We perform a systematic study of various versions of massive gravity with and without violation of Lorentz symmetry in arbitrary dimension. These theories are well known to possess very unusual properties, unfamiliar from studies of gauge and Lorentz invariant models. These peculiarities are caused by mixing of familiar transverse fields with revived longitudinal and pure gauge (Stueckelberg) fields and are all seen already in quadratic approximation. They are all associated with non-trivial dispersion laws, which easily allow superluminal propagation, ghosts, tachyons and essential irrationalities. Moreover, coefficients in front of emerging modes are small, what makes the theories essentially non-perturbative within a large Vainshtein radius. Attempts to get rid of unwanted degrees of freedom by giving them infinite masses lead to DVZ discontinuities in parameter (moduli) space, caused by un-permutability of different limits.
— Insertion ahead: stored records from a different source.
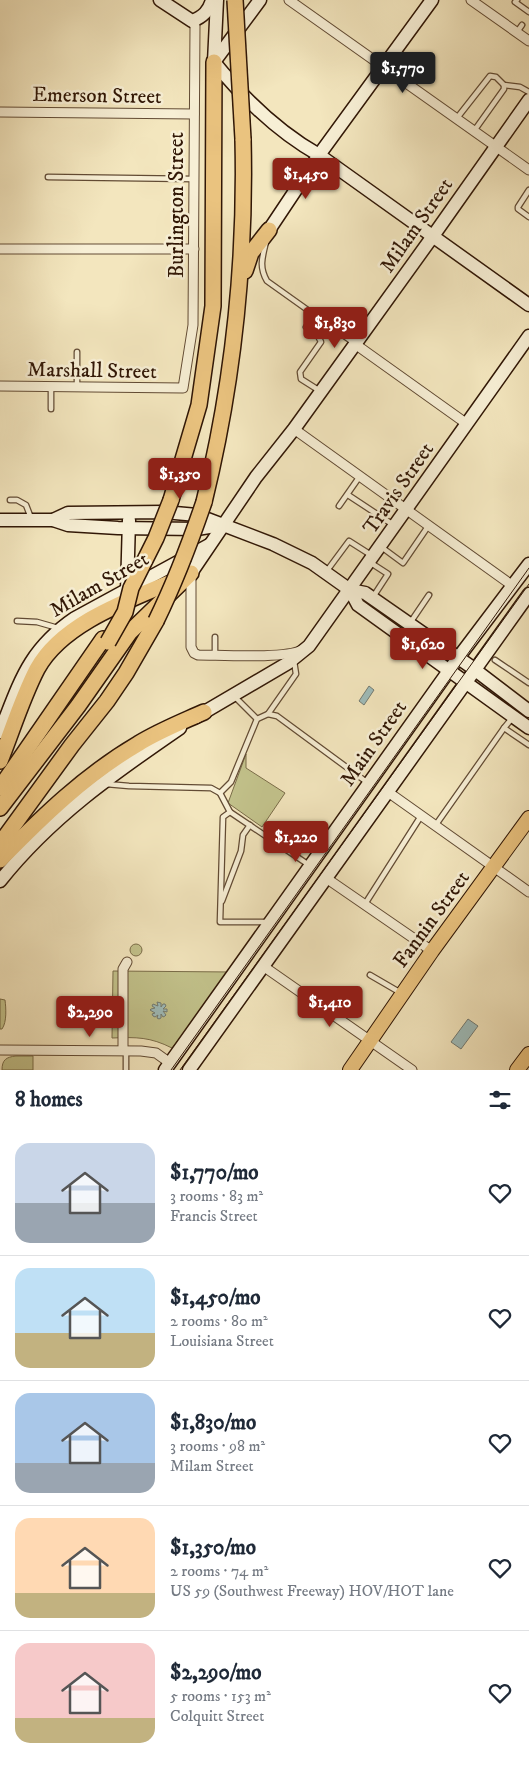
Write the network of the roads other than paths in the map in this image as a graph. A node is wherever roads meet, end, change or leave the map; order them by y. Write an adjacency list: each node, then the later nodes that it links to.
1 (160, 0): 11 (main road)
2 (212, 0): 11 (main road)
3 (217, 0): 13 (main road)
4 (235, 0): 33 (highway, bridge)
5 (260, 0): 13 (main road)
6 (289, 0): 14 (street)
7 (432, 0): 14 (main road)
8 (471, 0): 12 (street)
9 (517, 0): 10 (lane)
10 (529, 12)
11 (192, 21): 19 (street, Burlington Street)
12 (529, 41)
13 (214, 62): 23 (main road); 66 (highway, bridge)
14 (384, 66): 20 (street); 23 (main road)
15 (504, 85): 16 (lane); 20 (lane); 21 (lane)
16 (529, 92)
17 (529, 100): 22 (main road, Milam Street)
18 (0, 112): 19 (street, Emerson Street)
19 (194, 114): 26 (street, Burlington Street)
20 (457, 118): 21 (street)
21 (474, 131): 22 (street)
22 (495, 146): 24 (street); 30 (main road, Milam Street)
23 (319, 155): 29 (main road); 30 (main road)
24 (529, 170)
25 (48, 177): 26 (lane)
26 (194, 179): 32 (street, Burlington Street)
27 (529, 190): 28 (lane)
28 (529, 217)
29 (269, 230): 33 (highway); 35 (lane)
30 (434, 236): 34 (main road); 37 (main road, Milam Street)
31 (0, 249): 32 (street)
32 (194, 249): 42 (street, Burlington Street)
33 (240, 286): 80 (highway, bridge)
34 (529, 305)
35 (314, 314): 37 (lane); 43 (lane)
36 (529, 336): 45 (main road, Travis Street)
37 (355, 344): 43 (main road, Milam Street); 45 (street)
38 (77, 352): 41 (lane)
39 (0, 386): 40 (street, Marshall Street)
40 (51, 386): 41 (street, Marshall Street); 44 (lane)
41 (77, 387): 42 (street, Marshall Street)
42 (183, 388)
43 (321, 391): 46 (main road, Milam Street)
44 (50, 409)
45 (467, 424): 51 (main road, Travis Street)
46 (294, 430): 47 (street); 56 (main road, Milam Street)
47 (360, 476): 48 (lane); 51 (street)
48 (348, 495): 50 (lane); 58 (lane)
49 (10, 500): 54 (lane)
50 (339, 506)
51 (406, 509): 57 (street); 58 (main road, Travis Street)
52 (129, 512): 55 (main road); 56 (main road); 59 (main road)
53 (0, 520): 54 (main road)
54 (31, 520): 55 (main road)
55 (53, 520): 59 (main road)
56 (222, 525): 59 (main road); 60 (main road, Milam Street); 64 (main road)
57 (428, 525): 61 (lane); 65 (street)
58 (395, 526): 61 (main road, Travis Street)
59 (128, 528): 66 (main road)
60 (212, 544): 63 (main road, Milam Street); 66 (main road, Milam Street)
61 (374, 555): 64 (lane); 67 (main road, Travis Street); 70 (lane)
62 (529, 564): 65 (main road, Main Street)
63 (191, 573): 76 (street); 95 (highway); 98 (highway)
64 (326, 573): 67 (main road)
65 (513, 586): 78 (main road, Main Street)
66 (129, 589): 73 (main road, Milam Street); 98 (highway, bridge)
67 (350, 590): 70 (main road); 75 (main road, Travis Street); 82 (main road)
68 (429, 595): 72 (lane)
69 (529, 595): 81 (main road, Main Street)
70 (372, 598): 72 (main road)
71 (17, 621): 73 (lane)
72 (409, 624): 78 (main road)
73 (59, 629): 93 (main road, Milam Street)
74 (215, 638): 76 (lane)
75 (309, 646): 76 (street); 77 (main road, Travis Street)
76 (215, 655)
77 (294, 658): 85 (main road, Travis Street); 88 (lane)
78 (458, 658): 81 (main road); 82 (main road, Main Street)
79 (495, 660): 84 (lane)
80 (123, 670): 105 (highway); 108 (highway)
81 (475, 670): 83 (main road, Main Street); 86 (main road)
82 (449, 671): 83 (main road); 97 (main road, Main Street)
83 (466, 682): 89 (main road); 99 (main road, Main Street)
84 (529, 683)
85 (233, 695): 87 (main road, Travis Street); 90 (lane)
86 (528, 709)
87 (204, 712): 96 (main road, Travis Street); 109 (highway)
88 (268, 714): 90 (lane); 97 (lane)
89 (513, 717): 91 (lane); 92 (main road)
90 (257, 719): 100 (lane)
91 (504, 728): 94 (lane); 107 (lane)
92 (529, 728)
93 (0, 732)
94 (529, 746)
95 (0, 761)
96 (101, 783): 100 (lane); 113 (main road, Travis Street)
97 (369, 784): 110 (main road, Main Street)
98 (6, 790): 101 (highway)
99 (388, 792): 103 (street); 112 (main road, Main Street)
100 (220, 793): 102 (lane)
101 (0, 808)
102 (230, 812): 106 (lane); 115 (lane)
103 (421, 816): 107 (street); 116 (lane)
104 (529, 818): 111 (main road, Fannin Street)
105 (0, 822)
106 (250, 826): 110 (lane); 115 (lane)
107 (435, 826): 111 (street)
108 (0, 844)
109 (0, 860)
110 (310, 866): 117 (main road, Main Street)
111 (493, 867): 114 (street); 118 (main road, Fannin Street)
112 (326, 878): 116 (street); 120 (main road, Main Street)
113 (0, 881)
114 (529, 892)
115 (221, 904): 117 (lane)
116 (365, 904): 118 (street)
117 (269, 924): 127 (main road, Main Street)
118 (432, 951): 122 (main road, Fannin Street)
119 (127, 962): 125 (street)
120 (263, 966): 123 (street); 129 (main road, Main Street)
121 (370, 975): 122 (lane)
122 (402, 994): 123 (main road, Fannin Street)
123 (369, 1041): 130 (main road, Fannin Street); 131 (street)
124 (0, 1050): 125 (street)
125 (124, 1050): 127 (street); 128 (lane)
126 (529, 1054): 132 (main road)
127 (168, 1066)
128 (126, 1070)
129 (189, 1070)
130 (350, 1070)
131 (412, 1070)
132 (517, 1070)

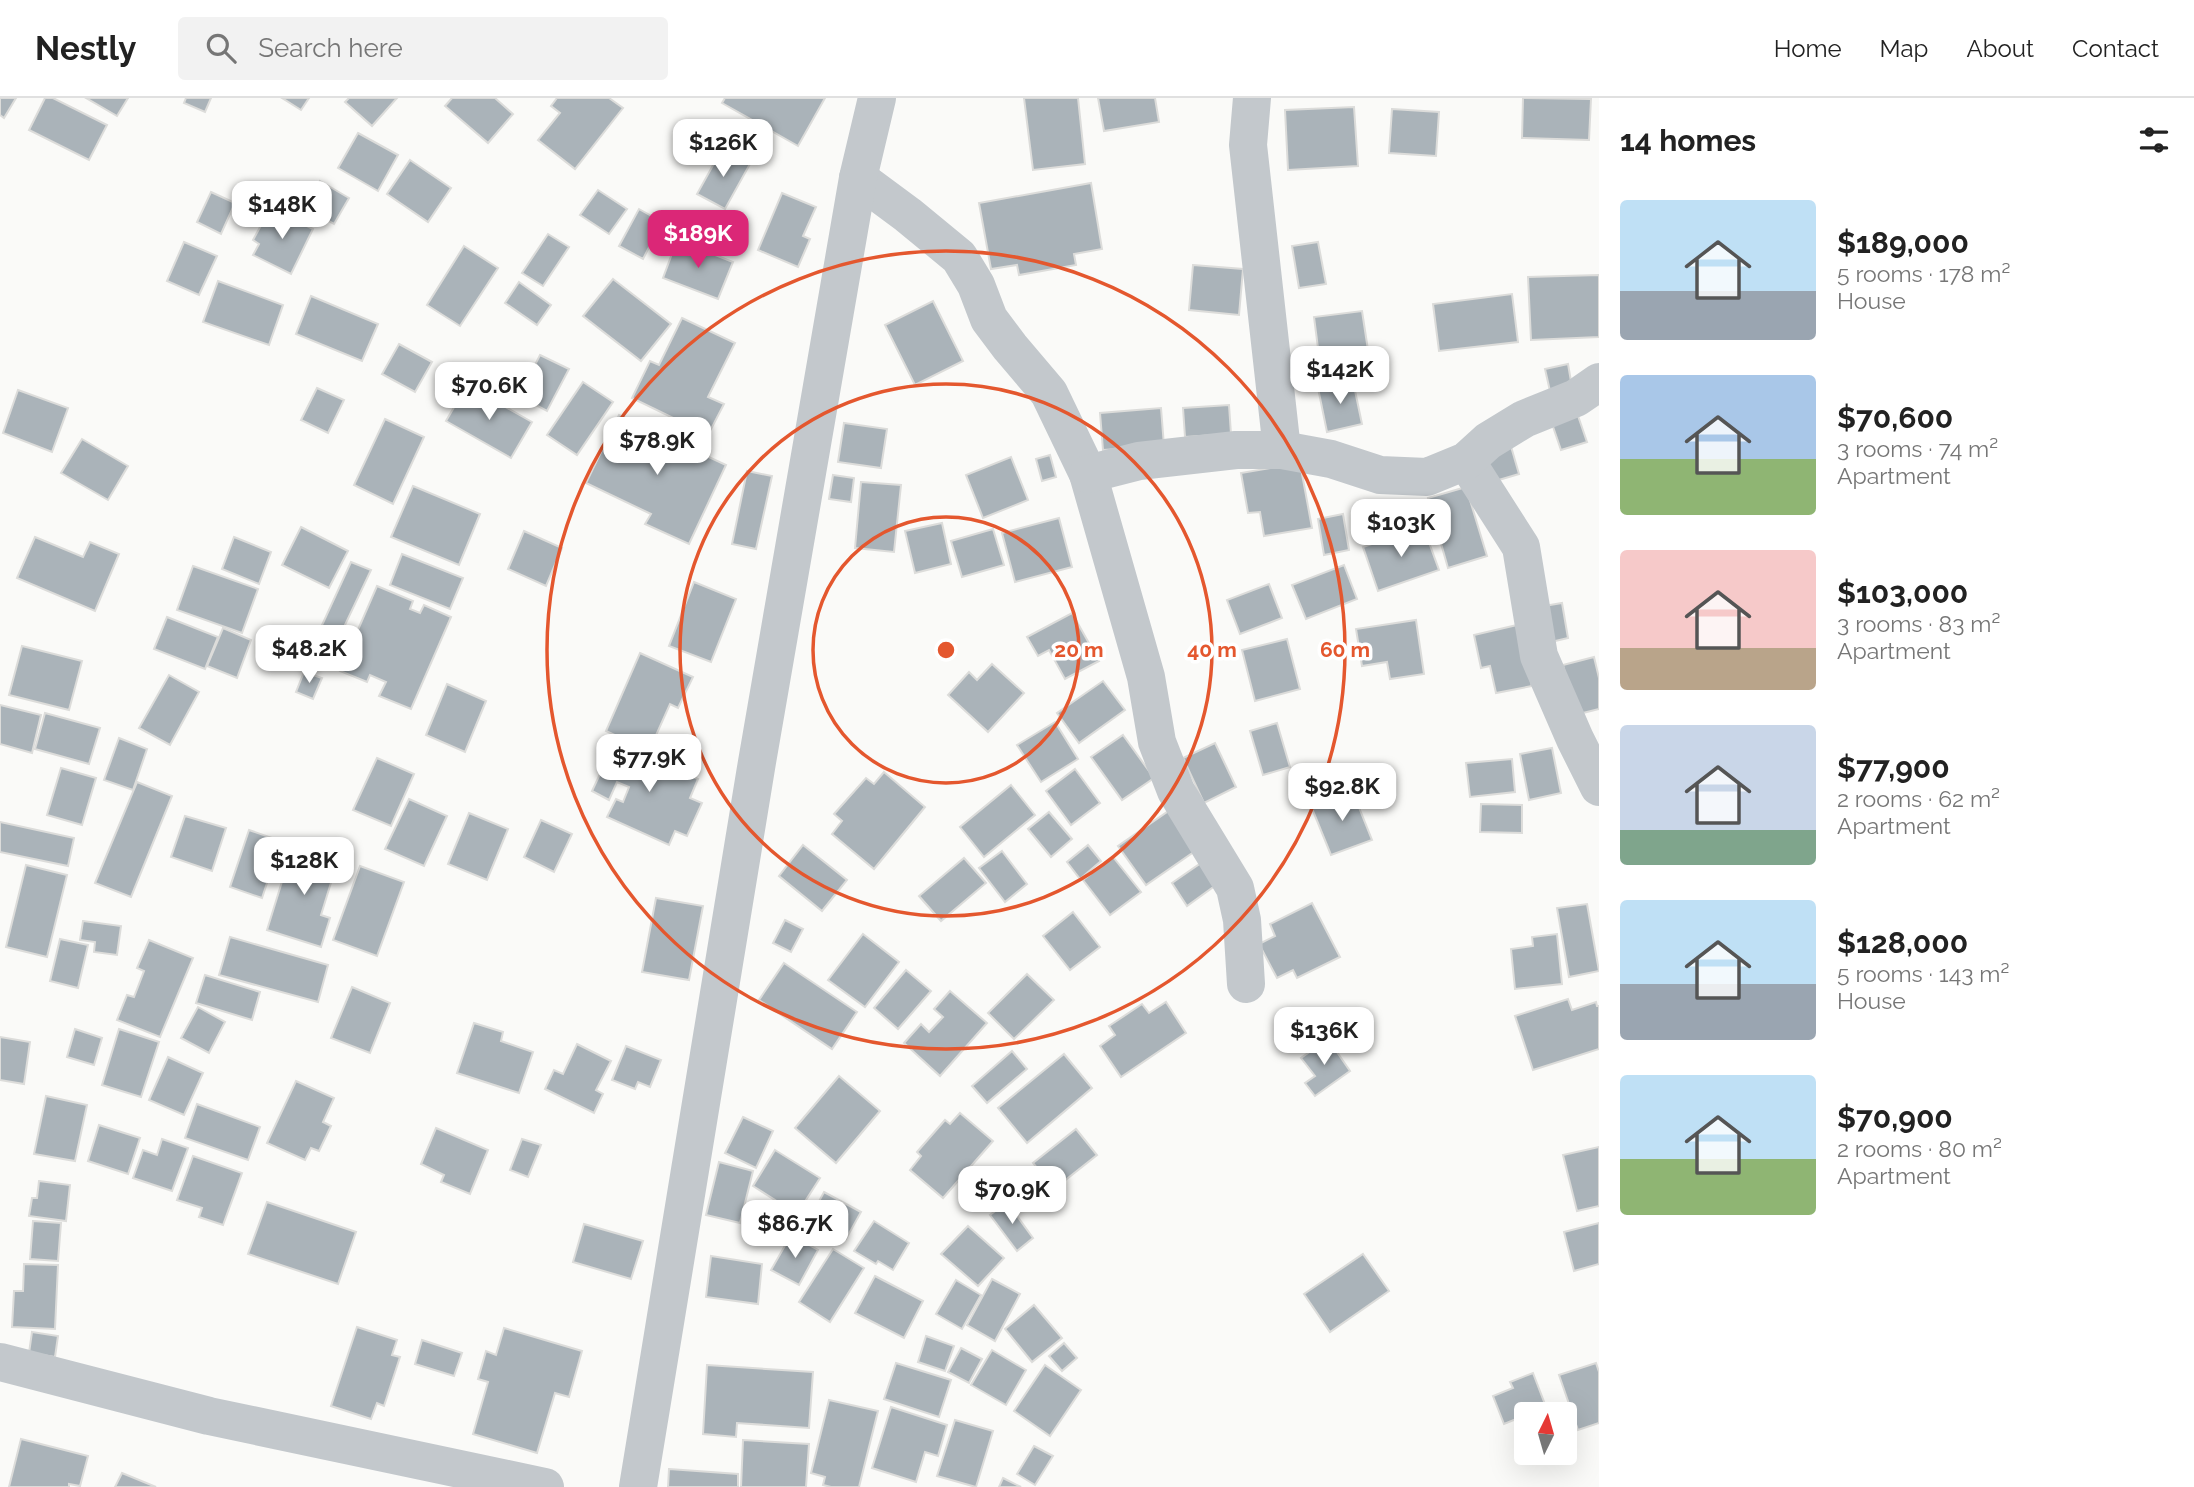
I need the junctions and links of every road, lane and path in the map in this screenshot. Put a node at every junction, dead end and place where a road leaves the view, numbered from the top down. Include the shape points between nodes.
1 (877, 98) edge
2 (1251, 98) edge
3 (858, 178) junction
4 (1599, 382) edge
5 (1282, 450) junction
6 (1466, 461) junction
7 (1088, 474) junction
8 (1587, 732) edge
9 (1599, 787) edge
10 (1246, 984) dead end
11 (0, 1363) edge
12 (545, 1487) edge
13 (638, 1487) edge

1 - 3 street
2 - 5 street via 1248,145
3 - 7 street via 959,257 989,319 1049,393
3 - 13 street
4 - 6 street via 1576,398 1500,433
5 - 6 street via 1380,475 1426,477
5 - 7 street via 1236,450 1139,461
6 - 8 street via 1521,547 1539,656
7 - 10 street via 1146,677 1157,742 1176,791 1235,888
8 - 9 street
11 - 12 street via 209,1416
Also, the condition mgh=∞ can not be preserved already in non-trivial gravitational backgrounds and is unstable under any other perturbations of linearized gravity. At the same time an a priori healthy model of massive gravity in quadratic approximation definitely exists: provided by any mass level of Kaluza-Klein tower. It bypasses the problems because gravity field is mixed with other fields, and this explains why such mixing helps in other models. At the same time this can imply that the really healthy massive gravity can still require infinite number of extra fields beyond quadratic approximation.